● MATERIAL SUPPLIED
((

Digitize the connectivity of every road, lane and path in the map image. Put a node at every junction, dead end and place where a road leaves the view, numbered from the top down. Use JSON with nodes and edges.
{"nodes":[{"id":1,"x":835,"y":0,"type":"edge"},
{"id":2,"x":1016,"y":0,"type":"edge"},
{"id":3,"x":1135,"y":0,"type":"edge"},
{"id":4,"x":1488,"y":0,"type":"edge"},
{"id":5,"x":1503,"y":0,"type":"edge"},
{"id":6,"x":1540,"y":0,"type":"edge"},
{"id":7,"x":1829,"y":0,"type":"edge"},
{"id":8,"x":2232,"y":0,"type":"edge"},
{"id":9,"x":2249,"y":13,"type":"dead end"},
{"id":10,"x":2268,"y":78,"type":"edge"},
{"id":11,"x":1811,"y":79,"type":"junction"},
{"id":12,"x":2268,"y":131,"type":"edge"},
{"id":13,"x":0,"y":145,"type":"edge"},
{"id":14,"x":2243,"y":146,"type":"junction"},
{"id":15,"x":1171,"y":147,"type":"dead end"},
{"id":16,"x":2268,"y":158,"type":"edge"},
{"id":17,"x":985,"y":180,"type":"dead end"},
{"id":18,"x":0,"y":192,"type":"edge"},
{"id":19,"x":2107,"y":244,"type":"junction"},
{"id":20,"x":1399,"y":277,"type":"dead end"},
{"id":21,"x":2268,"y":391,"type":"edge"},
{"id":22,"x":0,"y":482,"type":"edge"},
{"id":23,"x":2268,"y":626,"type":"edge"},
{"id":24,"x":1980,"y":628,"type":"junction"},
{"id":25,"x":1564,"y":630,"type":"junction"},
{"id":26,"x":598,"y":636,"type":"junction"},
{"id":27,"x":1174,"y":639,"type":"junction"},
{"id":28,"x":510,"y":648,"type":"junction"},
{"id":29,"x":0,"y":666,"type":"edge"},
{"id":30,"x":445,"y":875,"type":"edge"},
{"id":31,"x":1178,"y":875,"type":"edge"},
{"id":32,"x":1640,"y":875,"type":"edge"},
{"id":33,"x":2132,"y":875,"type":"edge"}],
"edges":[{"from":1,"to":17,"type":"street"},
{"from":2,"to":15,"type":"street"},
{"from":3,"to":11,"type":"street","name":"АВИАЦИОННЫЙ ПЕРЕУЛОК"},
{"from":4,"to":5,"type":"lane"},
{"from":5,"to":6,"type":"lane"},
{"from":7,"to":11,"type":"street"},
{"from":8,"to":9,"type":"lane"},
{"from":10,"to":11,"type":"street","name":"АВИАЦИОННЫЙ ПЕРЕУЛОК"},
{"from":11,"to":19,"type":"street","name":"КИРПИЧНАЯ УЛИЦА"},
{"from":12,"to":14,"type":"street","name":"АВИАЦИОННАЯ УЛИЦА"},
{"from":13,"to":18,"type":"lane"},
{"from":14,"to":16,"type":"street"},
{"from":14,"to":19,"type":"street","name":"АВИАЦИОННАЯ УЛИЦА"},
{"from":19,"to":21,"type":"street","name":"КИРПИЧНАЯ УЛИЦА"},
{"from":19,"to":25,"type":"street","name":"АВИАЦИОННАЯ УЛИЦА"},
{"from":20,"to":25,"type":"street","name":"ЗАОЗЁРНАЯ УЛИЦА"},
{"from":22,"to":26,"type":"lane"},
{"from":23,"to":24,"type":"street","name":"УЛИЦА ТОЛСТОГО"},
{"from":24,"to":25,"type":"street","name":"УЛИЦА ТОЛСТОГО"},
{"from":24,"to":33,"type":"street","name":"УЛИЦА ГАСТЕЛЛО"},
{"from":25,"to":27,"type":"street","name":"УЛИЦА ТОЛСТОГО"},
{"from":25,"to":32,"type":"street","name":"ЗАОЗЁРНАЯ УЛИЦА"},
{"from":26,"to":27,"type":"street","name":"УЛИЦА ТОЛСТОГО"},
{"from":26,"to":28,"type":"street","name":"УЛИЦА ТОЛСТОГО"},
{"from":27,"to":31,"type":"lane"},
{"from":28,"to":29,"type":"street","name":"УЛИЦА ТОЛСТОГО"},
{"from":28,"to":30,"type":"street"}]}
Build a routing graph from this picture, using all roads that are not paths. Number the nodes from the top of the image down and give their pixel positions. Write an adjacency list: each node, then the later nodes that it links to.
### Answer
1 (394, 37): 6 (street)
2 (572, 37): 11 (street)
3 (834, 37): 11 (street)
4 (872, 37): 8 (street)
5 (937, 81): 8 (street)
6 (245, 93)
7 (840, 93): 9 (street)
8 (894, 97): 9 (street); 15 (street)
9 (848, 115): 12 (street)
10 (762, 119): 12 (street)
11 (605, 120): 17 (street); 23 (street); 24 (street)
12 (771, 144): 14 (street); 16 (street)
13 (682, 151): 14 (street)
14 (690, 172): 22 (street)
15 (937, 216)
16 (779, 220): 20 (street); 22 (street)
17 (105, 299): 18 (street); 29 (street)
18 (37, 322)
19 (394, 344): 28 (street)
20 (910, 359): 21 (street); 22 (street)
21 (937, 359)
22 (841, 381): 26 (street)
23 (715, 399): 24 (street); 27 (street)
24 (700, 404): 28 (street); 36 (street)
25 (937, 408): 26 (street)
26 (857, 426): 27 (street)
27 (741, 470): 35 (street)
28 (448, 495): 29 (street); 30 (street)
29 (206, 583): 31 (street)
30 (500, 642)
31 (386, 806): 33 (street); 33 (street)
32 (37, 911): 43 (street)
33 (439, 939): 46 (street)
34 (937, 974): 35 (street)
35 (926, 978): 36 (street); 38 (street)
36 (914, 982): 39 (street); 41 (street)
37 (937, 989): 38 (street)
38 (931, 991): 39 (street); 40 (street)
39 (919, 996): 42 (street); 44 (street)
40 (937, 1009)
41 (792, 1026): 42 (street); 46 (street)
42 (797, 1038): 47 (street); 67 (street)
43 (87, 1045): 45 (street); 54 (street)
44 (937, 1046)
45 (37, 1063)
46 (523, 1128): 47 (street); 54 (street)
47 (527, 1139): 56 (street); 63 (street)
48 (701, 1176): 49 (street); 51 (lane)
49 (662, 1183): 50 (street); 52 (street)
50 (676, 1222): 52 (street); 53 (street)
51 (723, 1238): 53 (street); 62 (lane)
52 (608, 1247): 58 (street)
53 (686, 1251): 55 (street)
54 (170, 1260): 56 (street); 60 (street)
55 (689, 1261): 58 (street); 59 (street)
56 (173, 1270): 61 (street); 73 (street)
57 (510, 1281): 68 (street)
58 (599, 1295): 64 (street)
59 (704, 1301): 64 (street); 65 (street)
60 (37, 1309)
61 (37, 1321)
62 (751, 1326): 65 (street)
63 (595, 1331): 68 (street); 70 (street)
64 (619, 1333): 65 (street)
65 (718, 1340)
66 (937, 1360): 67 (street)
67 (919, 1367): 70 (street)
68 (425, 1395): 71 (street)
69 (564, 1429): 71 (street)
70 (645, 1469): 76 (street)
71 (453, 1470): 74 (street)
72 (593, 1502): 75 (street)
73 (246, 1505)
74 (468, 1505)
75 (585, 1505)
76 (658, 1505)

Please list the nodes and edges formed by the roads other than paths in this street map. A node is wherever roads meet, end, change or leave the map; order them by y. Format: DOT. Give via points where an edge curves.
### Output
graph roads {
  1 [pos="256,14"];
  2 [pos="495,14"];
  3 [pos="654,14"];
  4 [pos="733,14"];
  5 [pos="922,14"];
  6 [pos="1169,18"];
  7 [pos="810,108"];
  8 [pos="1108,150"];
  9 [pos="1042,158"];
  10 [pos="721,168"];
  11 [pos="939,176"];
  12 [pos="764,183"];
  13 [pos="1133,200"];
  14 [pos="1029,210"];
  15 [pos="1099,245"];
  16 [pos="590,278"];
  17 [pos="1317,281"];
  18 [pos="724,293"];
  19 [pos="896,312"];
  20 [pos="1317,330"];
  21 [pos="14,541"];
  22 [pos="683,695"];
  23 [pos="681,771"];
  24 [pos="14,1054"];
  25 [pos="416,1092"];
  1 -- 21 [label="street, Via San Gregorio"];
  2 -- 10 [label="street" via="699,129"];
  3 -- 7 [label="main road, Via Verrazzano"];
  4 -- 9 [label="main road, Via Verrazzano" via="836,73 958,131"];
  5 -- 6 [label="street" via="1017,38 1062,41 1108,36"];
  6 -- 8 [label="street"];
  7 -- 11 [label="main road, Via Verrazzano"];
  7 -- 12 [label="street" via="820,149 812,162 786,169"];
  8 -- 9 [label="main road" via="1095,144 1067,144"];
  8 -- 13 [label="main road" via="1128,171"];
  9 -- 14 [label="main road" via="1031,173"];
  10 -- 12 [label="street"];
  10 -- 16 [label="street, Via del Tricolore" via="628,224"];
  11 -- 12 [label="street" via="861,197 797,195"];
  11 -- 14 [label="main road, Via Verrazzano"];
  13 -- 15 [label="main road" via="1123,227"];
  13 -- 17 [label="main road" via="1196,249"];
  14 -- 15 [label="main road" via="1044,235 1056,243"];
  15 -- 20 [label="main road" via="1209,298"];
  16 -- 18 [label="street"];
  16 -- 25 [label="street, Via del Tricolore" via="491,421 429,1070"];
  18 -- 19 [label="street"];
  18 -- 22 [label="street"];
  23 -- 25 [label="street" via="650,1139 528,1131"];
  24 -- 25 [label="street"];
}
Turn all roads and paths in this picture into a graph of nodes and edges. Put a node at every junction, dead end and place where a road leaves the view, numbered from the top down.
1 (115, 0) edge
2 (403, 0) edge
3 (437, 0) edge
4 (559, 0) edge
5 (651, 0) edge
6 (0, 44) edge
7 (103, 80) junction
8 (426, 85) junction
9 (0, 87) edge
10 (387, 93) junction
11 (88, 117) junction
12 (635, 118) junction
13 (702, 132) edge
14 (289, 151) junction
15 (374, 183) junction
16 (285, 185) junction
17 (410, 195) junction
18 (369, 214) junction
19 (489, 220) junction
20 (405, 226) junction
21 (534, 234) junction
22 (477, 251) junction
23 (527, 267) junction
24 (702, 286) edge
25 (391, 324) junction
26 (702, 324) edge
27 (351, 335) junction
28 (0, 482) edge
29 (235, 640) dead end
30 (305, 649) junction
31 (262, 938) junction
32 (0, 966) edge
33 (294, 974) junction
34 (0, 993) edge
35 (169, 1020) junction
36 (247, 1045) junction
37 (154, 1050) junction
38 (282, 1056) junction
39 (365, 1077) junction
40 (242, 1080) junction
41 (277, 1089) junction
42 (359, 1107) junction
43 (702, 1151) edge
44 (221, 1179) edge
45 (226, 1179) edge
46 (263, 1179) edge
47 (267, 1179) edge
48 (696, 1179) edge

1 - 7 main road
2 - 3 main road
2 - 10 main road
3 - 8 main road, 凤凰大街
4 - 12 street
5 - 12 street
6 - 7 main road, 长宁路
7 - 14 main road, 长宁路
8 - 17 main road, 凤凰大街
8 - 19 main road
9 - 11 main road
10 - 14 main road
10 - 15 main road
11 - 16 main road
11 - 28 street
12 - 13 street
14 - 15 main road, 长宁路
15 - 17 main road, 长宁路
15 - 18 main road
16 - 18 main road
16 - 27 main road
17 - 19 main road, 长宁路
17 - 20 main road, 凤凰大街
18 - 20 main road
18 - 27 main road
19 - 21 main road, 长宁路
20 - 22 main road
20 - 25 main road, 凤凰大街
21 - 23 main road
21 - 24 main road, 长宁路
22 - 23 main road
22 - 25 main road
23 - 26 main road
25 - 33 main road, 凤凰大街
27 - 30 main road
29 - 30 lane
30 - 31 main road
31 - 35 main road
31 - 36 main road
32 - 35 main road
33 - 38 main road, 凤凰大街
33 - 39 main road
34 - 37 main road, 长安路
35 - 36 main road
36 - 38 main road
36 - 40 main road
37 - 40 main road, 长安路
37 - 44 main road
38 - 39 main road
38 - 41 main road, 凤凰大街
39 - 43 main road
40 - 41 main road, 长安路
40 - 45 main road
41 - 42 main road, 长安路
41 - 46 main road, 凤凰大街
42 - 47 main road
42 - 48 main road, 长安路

))

● ASSIGNMENT
Scan the data above, please, and give the number of lines where the word "leaves" occurs, with no further text.

● WRITTEN ANSWER
2